(Stored items)
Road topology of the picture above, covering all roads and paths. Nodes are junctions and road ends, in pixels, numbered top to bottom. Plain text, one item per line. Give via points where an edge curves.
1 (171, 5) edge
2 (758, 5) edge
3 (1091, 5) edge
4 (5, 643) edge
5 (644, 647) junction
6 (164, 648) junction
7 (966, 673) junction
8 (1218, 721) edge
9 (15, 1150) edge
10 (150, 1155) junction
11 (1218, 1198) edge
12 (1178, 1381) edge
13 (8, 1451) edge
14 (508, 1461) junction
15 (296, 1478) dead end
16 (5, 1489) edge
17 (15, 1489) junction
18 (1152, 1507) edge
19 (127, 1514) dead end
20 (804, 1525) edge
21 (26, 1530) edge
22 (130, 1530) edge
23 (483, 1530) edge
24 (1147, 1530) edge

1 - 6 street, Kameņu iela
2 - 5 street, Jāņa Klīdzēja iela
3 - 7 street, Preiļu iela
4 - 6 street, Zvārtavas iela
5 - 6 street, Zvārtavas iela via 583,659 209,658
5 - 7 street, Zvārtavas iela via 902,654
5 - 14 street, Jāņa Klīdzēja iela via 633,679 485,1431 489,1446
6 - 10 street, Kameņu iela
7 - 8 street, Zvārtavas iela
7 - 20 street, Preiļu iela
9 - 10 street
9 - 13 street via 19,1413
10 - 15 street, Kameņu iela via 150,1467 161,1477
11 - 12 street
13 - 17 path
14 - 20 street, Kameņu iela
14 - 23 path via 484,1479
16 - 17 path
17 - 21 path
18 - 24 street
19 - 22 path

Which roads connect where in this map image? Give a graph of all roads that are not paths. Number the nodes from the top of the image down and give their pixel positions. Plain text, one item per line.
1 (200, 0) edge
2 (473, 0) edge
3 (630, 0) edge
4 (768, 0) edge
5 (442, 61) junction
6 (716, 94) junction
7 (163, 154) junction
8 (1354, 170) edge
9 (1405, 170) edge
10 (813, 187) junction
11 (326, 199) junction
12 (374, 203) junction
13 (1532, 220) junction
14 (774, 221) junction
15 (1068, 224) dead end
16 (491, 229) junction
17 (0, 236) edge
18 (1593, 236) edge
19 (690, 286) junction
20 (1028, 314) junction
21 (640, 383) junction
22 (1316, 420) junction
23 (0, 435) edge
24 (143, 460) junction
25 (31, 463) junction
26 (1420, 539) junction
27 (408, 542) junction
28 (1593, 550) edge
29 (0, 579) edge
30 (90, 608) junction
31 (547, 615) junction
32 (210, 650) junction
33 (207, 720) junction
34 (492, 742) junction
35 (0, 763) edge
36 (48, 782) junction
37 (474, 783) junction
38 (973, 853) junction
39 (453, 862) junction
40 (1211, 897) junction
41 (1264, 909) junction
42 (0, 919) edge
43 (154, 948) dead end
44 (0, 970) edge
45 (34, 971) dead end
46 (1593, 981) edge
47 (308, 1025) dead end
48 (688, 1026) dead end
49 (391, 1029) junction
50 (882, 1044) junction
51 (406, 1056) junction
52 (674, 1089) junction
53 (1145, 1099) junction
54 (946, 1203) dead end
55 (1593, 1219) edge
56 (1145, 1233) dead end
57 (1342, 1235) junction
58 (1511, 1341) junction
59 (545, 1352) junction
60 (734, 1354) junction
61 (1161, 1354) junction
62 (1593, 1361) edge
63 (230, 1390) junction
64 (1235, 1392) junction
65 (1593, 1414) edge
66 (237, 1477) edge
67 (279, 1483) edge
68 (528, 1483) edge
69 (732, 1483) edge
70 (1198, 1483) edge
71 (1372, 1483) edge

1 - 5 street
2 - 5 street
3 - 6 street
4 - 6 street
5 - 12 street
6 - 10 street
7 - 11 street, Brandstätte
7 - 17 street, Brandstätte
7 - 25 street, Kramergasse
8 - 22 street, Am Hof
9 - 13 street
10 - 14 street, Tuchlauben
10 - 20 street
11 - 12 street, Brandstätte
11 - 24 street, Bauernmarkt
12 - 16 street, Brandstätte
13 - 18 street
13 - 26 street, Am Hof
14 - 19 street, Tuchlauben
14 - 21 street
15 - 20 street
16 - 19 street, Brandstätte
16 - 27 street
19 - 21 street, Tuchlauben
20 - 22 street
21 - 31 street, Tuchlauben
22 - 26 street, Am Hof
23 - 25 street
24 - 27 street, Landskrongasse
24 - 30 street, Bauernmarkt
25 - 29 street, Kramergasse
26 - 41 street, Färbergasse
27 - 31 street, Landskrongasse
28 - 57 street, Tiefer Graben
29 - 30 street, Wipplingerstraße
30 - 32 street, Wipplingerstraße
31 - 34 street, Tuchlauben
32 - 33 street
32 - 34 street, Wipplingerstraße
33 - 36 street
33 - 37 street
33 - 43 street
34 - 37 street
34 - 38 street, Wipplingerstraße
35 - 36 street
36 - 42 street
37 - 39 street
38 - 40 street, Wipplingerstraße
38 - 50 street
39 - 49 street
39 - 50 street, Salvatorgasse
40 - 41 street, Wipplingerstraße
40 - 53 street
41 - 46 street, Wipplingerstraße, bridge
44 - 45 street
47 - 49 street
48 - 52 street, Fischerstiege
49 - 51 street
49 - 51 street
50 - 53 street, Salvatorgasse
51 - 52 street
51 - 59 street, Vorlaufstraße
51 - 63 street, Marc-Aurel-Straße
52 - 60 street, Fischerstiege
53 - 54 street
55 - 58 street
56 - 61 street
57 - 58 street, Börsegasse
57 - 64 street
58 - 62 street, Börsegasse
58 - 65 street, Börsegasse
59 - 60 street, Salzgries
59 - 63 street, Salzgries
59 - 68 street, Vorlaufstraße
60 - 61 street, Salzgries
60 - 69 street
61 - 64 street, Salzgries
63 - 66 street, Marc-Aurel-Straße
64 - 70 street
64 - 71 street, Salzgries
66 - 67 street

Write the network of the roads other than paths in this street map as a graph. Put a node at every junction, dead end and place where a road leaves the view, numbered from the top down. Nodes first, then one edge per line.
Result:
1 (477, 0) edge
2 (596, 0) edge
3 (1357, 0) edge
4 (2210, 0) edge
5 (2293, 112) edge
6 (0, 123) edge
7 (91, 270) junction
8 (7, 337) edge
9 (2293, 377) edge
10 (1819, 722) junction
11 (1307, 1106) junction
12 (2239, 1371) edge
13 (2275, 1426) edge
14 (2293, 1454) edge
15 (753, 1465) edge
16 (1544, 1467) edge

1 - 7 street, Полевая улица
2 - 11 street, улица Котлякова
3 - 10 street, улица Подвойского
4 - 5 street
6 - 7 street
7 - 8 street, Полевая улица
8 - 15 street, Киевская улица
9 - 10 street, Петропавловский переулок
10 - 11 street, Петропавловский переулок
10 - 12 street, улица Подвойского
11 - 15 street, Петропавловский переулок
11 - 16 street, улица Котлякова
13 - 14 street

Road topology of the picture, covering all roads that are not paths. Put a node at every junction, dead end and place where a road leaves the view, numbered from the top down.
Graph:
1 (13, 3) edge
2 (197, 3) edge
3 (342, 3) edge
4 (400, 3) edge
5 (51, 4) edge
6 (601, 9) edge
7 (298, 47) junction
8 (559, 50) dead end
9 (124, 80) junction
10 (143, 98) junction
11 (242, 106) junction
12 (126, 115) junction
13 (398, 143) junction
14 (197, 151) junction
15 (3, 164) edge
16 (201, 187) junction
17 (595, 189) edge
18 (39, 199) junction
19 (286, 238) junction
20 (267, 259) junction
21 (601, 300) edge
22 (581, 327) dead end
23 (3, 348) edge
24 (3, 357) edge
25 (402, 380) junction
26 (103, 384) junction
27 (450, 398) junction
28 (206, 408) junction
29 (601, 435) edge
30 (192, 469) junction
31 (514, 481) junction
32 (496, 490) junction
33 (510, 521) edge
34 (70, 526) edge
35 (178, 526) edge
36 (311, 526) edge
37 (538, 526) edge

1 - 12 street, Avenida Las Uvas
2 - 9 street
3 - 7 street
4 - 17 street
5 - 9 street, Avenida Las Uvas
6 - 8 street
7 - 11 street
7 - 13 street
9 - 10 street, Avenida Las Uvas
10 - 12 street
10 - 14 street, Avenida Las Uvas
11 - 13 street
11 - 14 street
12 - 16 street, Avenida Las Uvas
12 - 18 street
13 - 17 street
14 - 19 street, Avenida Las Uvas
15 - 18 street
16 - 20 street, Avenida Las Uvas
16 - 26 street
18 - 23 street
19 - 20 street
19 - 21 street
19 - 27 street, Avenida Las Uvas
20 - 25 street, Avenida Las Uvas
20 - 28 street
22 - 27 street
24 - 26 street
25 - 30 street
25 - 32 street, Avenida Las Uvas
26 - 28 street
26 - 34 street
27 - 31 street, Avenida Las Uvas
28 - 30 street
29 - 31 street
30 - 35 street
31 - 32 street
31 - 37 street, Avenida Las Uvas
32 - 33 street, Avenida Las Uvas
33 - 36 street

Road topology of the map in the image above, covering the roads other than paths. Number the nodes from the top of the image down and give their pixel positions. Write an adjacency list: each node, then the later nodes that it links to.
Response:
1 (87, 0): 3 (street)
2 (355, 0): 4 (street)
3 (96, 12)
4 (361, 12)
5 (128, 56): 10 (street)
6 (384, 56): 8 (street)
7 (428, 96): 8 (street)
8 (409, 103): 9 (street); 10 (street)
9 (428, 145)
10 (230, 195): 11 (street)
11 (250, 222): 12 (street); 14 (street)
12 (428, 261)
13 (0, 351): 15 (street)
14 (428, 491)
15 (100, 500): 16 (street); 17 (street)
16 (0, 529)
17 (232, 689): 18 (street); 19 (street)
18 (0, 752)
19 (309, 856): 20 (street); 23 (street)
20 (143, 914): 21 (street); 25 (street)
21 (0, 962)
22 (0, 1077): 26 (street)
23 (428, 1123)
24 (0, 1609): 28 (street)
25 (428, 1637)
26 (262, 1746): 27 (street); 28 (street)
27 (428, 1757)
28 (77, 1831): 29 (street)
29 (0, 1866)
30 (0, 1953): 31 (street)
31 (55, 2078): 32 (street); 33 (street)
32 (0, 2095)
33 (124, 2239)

### WHAT THE EXERCISE ASKS
Give the count of lines in the records above that hold the string "Петропавловский", and only that count.

### ANSWER TO THIS EXERCISE
3